**Exercise requirements:** What you return must match the listing exactly, with every image removed.

- Opening Delimiter -

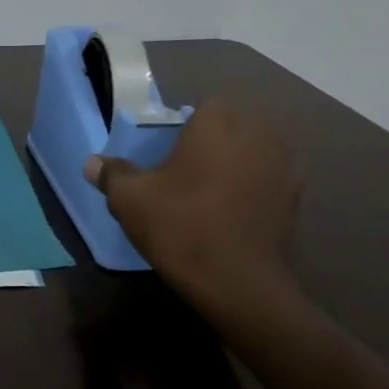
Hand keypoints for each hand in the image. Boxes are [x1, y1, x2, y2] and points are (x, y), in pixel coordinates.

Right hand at [85, 103, 300, 313]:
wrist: (237, 282)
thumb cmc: (180, 227)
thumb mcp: (130, 200)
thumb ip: (112, 174)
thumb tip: (92, 162)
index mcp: (217, 123)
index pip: (203, 106)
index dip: (185, 126)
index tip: (168, 151)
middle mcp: (258, 133)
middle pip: (233, 125)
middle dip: (213, 140)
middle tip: (185, 170)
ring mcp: (283, 165)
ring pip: (254, 150)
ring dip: (236, 162)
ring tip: (211, 192)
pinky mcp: (296, 197)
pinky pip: (269, 179)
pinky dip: (254, 187)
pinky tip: (233, 212)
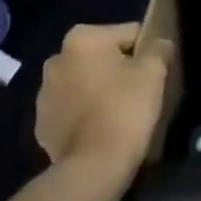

- Closing Delimiter -

**Solution to this task:**
Hand keypoints for each hand in the image. Boxes are [x1, y1, x2, y2] and points are (x, y), in pixel coordinates.

Right hand at [85, 103, 300, 313]:
wrist: (237, 282)
thumb cmc: (180, 227)
thumb mcp: (130, 200)
thumb ip: (112, 174)
thumb tip: (92, 162)
index mcp: (217, 123)
index pip: (203, 106)
index dip: (185, 126)
index tip: (168, 151)
middle mcp: (258, 133)
middle pip: (233, 125)
middle dip: (213, 140)
middle tip: (185, 170)
ring mcp: (283, 165)
ring pip: (254, 150)
ring dip: (236, 162)
ring tip: (211, 192)
pinky mcp: (296, 197)
pinky pip: (269, 179)
pinky dip: (254, 187)
pinky tip: (233, 212)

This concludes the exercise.